The woman that lived upon the Lyars Market, after she had been delivered, with a great deal of pain, of her first child (a son), was seized with a violent fever, and immediately from the beginning was thirsty, qualmish, and in great pain about the pit of her stomach. Her tongue was dry; her stools thin and few; and no sleep. The second day she shivered a little, burned, and had a little cold sweat about the head. The third, was uneasy. Her stools crude, thin, and many. The fourth, shivered again; was worse in all respects; and could get no sleep. The fifth, uneasy. The sixth, no alteration, but many liquid stools. The seventh, shivered again, burned, was very thirsty, and extremely restless. About the evening sweated all over, but it was cold. The extremities were cold too, and could not get warm again. Shivered once more at night. The extremities remained cold. No sleep. A little delirious, but came to herself again presently. The eighth about noon, grew hot, dry, comatose, qualmish, and vomited bilious matter with a little yellow in it. A restless night, and no sleep. A great deal of urine in a gushing manner, and without her knowledge. The ninth, every thing remitted, but the coma did not go off. In the evening she shivered a little again, and vomited a little bilious matter. The tenth, another shivering, an acute fever, and no sleep. In the morning early made a deal of water, that subsided. The extremities were warm again. The eleventh, vomited æruginous bilious matter, and not long after shivered again. The extremities grew cold again. In the evening sweated, shivered, vomited much, and had an uneasy night. The twelfth, vomited much black, fetid matter; hiccuped often; was dry, and uneasy. The thirteenth, vomited much black, fetid matter again; shivered, and about noon lost her speech. The fourteenth, bled at the nose, and died.

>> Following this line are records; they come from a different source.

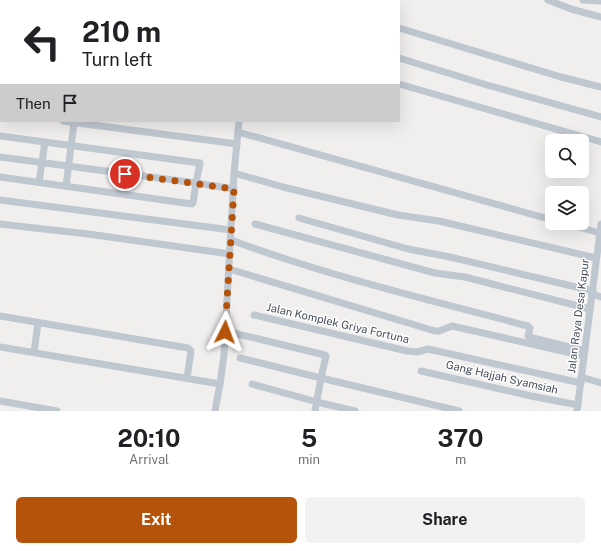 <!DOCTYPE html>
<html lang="en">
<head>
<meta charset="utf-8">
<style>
  :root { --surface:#fff; --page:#f2f2f2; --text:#202124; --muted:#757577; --accent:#b45309 }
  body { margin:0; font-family:"Public Sans",sans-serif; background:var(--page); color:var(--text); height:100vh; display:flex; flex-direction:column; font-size:15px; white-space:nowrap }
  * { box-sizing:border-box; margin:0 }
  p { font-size:13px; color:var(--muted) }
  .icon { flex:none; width:22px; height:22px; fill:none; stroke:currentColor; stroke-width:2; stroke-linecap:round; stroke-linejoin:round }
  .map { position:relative; height:411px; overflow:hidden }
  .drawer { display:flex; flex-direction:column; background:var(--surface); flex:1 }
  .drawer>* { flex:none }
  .guide { position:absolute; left:0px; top:0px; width:400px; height:122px; box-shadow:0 4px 16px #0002; background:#fff; color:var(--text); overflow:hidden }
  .controls { position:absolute; left:545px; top:134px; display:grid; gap:8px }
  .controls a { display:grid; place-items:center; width:44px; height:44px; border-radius:6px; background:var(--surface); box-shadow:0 4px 16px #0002; font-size:20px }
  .pin { position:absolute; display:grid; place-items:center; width:34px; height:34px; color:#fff; margin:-17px; border:2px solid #fff; border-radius:50%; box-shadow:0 1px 4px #0007 }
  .me { position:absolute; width:44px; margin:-22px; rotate:3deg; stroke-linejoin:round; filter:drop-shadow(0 0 3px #0008) }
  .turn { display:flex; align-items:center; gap:14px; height:84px; padding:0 16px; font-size:18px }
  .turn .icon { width:52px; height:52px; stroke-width:2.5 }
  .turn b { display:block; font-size:28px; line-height:34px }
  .then { display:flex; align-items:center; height:38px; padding:0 16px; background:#0003; gap:8px; font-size:15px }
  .eta { display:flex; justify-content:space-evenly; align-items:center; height:68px; text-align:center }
  .eta b { font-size:24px; font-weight:700; line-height:28px }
  .primary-button { display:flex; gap:8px; margin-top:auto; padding:8px 16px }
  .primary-button a { flex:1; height:46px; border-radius:6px; background:var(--accent); color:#fff; font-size:16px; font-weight:700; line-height:46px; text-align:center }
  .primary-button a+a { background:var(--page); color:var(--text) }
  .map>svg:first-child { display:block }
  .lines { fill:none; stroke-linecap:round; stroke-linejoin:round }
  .minor { stroke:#bfc7d0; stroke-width:7 }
  .route { stroke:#b45309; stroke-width:7; stroke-dasharray:0 12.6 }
  .labels { text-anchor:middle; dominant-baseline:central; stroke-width:3; stroke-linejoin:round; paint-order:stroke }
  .street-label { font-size:11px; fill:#47505b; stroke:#fff }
</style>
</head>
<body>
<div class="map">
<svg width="601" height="411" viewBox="0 0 601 411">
  <rect width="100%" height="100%" fill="#f1eeee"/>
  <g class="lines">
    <g class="minor">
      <path d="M 167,0 L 174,1"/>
      <path d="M 305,0 L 309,1"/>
      <path d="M 548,0 L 571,9 L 601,17"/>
      <path d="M 583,0 L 601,1"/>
      <path d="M 260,1 L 260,0"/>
      <path d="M 0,8 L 1,8"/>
      <path d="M 399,28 L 561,77 L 601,87"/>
      <path d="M 0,33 L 1,33"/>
      <path d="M 0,57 L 1,57"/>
      <path d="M 399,58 L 487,85 L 601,117"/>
      <path d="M 0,82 L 1,83"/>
      <path d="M 399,84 L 601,142"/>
      <path d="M 0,112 L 1,112"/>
      <path d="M 63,121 L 237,144"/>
      <path d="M 238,132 L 552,220"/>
      <path d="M 0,136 L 200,163 L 196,183 L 0,157"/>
      <path d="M 234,173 L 283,187 L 398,215 L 439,221 L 596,258"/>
      <path d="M 0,177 L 192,204 L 193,203 L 196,183 L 234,189"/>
      <path d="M 39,182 L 45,142"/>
      <path d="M 66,186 L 74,123"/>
      <path d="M 0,200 L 231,230"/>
      <path d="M 299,218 L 408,249 L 450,257 L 593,291"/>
      <path d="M 564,223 L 600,233"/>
      <path d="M 0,224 L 88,234 L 230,254"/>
      <path d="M 255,224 L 435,273 L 465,277 L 590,309"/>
      <path d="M 231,240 C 328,276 429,300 528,326 L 530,328 L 528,336 L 529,337 L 585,351"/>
      <path d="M 229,269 L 435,331 L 439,331 L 452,326 L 584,356"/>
      <path d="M 592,294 L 601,297"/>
      <path d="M 254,315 L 407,351 L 417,352 L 428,349 L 581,383"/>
      <path d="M 0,316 L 188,348 L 191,351 L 187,378"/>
      <path d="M 225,331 L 325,355 L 326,356 L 321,378 L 459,411"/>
      <path d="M 0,347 L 220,384"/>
      <path d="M 34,352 L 38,323"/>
      <path d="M 240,358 L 321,378 L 315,411"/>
      <path d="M 421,371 L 531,396 L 578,405"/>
      <path d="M 581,377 L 601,383"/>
      <path d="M 252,384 L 321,403 L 355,411"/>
      <path d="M 0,401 L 57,411"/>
      <path d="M 215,411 L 220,384 L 224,355 L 234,173 L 239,121"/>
      <path d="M 577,411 L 601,224"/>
    </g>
  </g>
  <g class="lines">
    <path class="route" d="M 125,174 L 234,189 L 225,332"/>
  </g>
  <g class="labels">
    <g class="street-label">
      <text transform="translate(578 316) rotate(-83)">Jalan Raya Desa Kapur</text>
      <text transform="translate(338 323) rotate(13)">Jalan Komplek Griya Fortuna</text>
      <text transform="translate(502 377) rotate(13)">Gang Hajjah Syamsiah</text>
    </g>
  </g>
</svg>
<div class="controls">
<a><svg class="icon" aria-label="search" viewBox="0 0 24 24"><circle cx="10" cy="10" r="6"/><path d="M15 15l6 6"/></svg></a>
<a><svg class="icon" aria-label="layers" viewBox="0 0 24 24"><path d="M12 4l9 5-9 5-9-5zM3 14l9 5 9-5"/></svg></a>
</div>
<div class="pin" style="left:125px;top:174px;background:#d93025"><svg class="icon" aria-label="arrive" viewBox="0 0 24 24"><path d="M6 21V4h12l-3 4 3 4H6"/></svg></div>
<svg class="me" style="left:225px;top:332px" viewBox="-20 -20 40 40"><path d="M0-17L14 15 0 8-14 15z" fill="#b45309" stroke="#fff" stroke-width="4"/></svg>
<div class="guide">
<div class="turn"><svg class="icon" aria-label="left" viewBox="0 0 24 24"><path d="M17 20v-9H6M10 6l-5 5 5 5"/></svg><div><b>210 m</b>Turn left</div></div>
<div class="then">Then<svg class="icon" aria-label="arrive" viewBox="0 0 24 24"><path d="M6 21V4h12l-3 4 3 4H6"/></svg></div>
</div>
</div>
<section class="drawer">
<div class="eta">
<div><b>20:10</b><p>Arrival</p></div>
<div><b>5</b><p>min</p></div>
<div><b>370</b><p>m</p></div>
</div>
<div class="primary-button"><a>Exit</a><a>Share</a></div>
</section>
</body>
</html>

This patient was all along loose in her body, and chilly. Her age, about seventeen.
[a ]This leads Clifton in his preface, to complain of the miserable arrangement of the writings of Hippocrates, by which many books that should precede others, are made to follow them, whilst a knowledge of these last is essential to the comprehension of the others. Such he asserts is the case in the editions of Mercurialis and of Fœsius. Again, he affirms, “other parts have been divided to the ruin of the main design,” &c., and mentions the first and third books of Epidemics to have been thus “very injudiciously split into two,” &c., in all which remarks I think him correct; but having to select an arrangement from among the various editions, I fixed upon that of Fœsius, and that principally from his coming first into my possession.—Ed.